The only-begotten Son of God, who was not conceived in sin but by the Holy Spirit, came so that He might bring life and immortality to all. He came down from heaven, was incarnate of the virgin Mary, and was made man. He who was in the beginning the word of God, took on flesh so that He could be crucified also for us under Pontius Pilate, die on the cross to atone for our sins, and water the earth with His precious blood. When the Son of God hung on the cross, having suffered hell, He was pierced by the sword, and from His side water and blood poured forth to water the earth.
As the Word of God Incarnate, Jesus Christ, hung there on the cross, He certainly didn’t appear to be powerful. He appeared to be defeated and powerless. So those who scoffed at Him were confirmed in their suspicion, while those who had followed Him were tempted to despair. The word of God appeared to be powerless.
But then, in glorious victory, like a sprout shooting forth from the ground, the crucified and dead Jesus is raised from the dead to burst forth from the ground alive and well. That which was sown perishable and in great weakness and dishonor, appearing to have no power at all over sin and death, is raised in glory and power and honor, immortal and imperishable, as the victorious word of God, whose death only served to conquer death, but whose life now serves to give life to the world!
The fact that God loves us so much and delights in our companionship is our motivation to let His powerful word work in our life, and to let His word conform our way of life to His higher way. Though we fail daily, He never fails to shower His love upon us anew through His word, enabling new growth that yields fruit to His glory.
I’d like to leave you with a picture of Christ to ponder. The Johnsons have two sons, ages 10 and 4. The older brother loves to join the other neighborhood children in spirited games of hide-and-seek. Up until now, the 4-year-old, Billy, has never been permitted to join in their fun. He is too little. The older children can easily hide from him, and he is unable to find them. One day, Billy tearfully asks if he can play. Reluctantly, the children agree, but only on the condition that Billy’s older brother is “it.”

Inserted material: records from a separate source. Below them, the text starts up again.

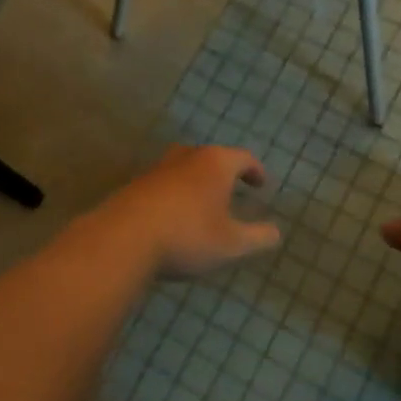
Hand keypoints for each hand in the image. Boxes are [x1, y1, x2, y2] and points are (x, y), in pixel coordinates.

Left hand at [95, 146, 280, 277]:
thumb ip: (258, 237)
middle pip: (211, 156)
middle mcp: (187, 157)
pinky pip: (164, 184)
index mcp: (215, 163)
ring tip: (202, 203)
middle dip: (224, 172)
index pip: (243, 157)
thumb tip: (276, 232)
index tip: (261, 185)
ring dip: (197, 182)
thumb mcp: (232, 244)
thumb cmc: (188, 235)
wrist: (124, 239)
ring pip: (184, 167)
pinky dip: (175, 194)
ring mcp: (158, 169)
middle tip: (233, 189)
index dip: (255, 170)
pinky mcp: (136, 185)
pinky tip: (174, 216)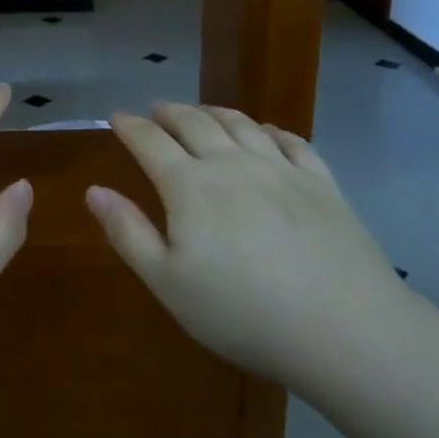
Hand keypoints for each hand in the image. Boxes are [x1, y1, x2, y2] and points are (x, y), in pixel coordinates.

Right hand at [87, 103, 406, 387]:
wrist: (344, 328)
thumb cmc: (243, 313)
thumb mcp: (169, 283)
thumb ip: (128, 233)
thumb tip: (94, 191)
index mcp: (189, 186)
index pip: (150, 142)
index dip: (130, 126)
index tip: (117, 116)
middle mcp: (232, 163)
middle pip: (194, 123)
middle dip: (169, 112)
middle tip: (156, 109)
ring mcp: (280, 168)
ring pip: (240, 124)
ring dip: (214, 111)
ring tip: (202, 111)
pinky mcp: (321, 182)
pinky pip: (291, 140)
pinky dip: (270, 129)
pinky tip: (266, 132)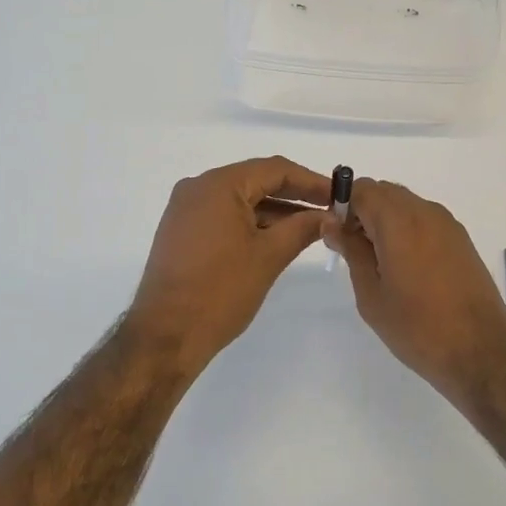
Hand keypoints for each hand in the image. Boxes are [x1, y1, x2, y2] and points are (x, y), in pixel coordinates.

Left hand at [128, 157, 332, 375]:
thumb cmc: (220, 291)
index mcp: (218, 185)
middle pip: (256, 180)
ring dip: (275, 211)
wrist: (165, 335)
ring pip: (240, 200)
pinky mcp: (181, 231)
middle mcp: (198, 188)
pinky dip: (252, 223)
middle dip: (294, 195)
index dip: (311, 181)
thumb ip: (302, 228)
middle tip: (329, 210)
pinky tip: (278, 237)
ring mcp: (186, 209)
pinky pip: (223, 215)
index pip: (274, 170)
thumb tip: (328, 215)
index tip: (339, 195)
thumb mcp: (269, 256)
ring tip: (310, 227)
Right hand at [322, 178, 505, 401]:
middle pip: (385, 192)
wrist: (479, 352)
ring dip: (386, 220)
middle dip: (363, 211)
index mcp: (399, 221)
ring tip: (377, 261)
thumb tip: (333, 223)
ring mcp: (448, 225)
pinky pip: (425, 219)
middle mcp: (426, 212)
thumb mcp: (371, 293)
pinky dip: (407, 229)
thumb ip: (351, 251)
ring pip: (406, 204)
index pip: (362, 189)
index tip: (334, 233)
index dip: (342, 204)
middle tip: (352, 248)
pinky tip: (404, 266)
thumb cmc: (416, 327)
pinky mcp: (462, 240)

The older brother closes his eyes and counts, “5, 10, 15, 20, all the way to 100. Ready or not, here I come!” He knows Billy will not be able to stray farther than he can search. He knows Billy will become frightened when he discovers that he is alone. And he knows Billy will welcome being found by his older brother. Soon after he starts calling “Billy, Billy,” the younger child responds to his word, replying, “Here I am. Find me!” So Jesus Christ, our older Brother, comes looking for us. He finds us through his word, and we delight in being found.
Our companionship with God is created and sustained by His word. We can celebrate that reality each time we remember our Baptism and participate in the Lord’s Supper. When we feel lost and want to find Him, or better, to be found by Him, we know where to look. He is where His word is.
The word of the Lord works. Not some of the time, but all of the time. It always accomplishes what the Lord purposes. And it always succeeds in doing the thing for which the Lord sends it. This is the promise given to us by the prophet Isaiah. And he gives this promise to us so that the promise would be clear and we would be certain of the power of the word of God.
When we first find Him in Baptism, and whenever we are reunited with Him in the Lord’s Supper, wonder of wonders, we discover that He has been searching for us all along! If you should ask, “Lord, how can I be sure you and I are in a good relationship?” He smiles and says to you, “Child, you have my word.” And that is enough. Amen.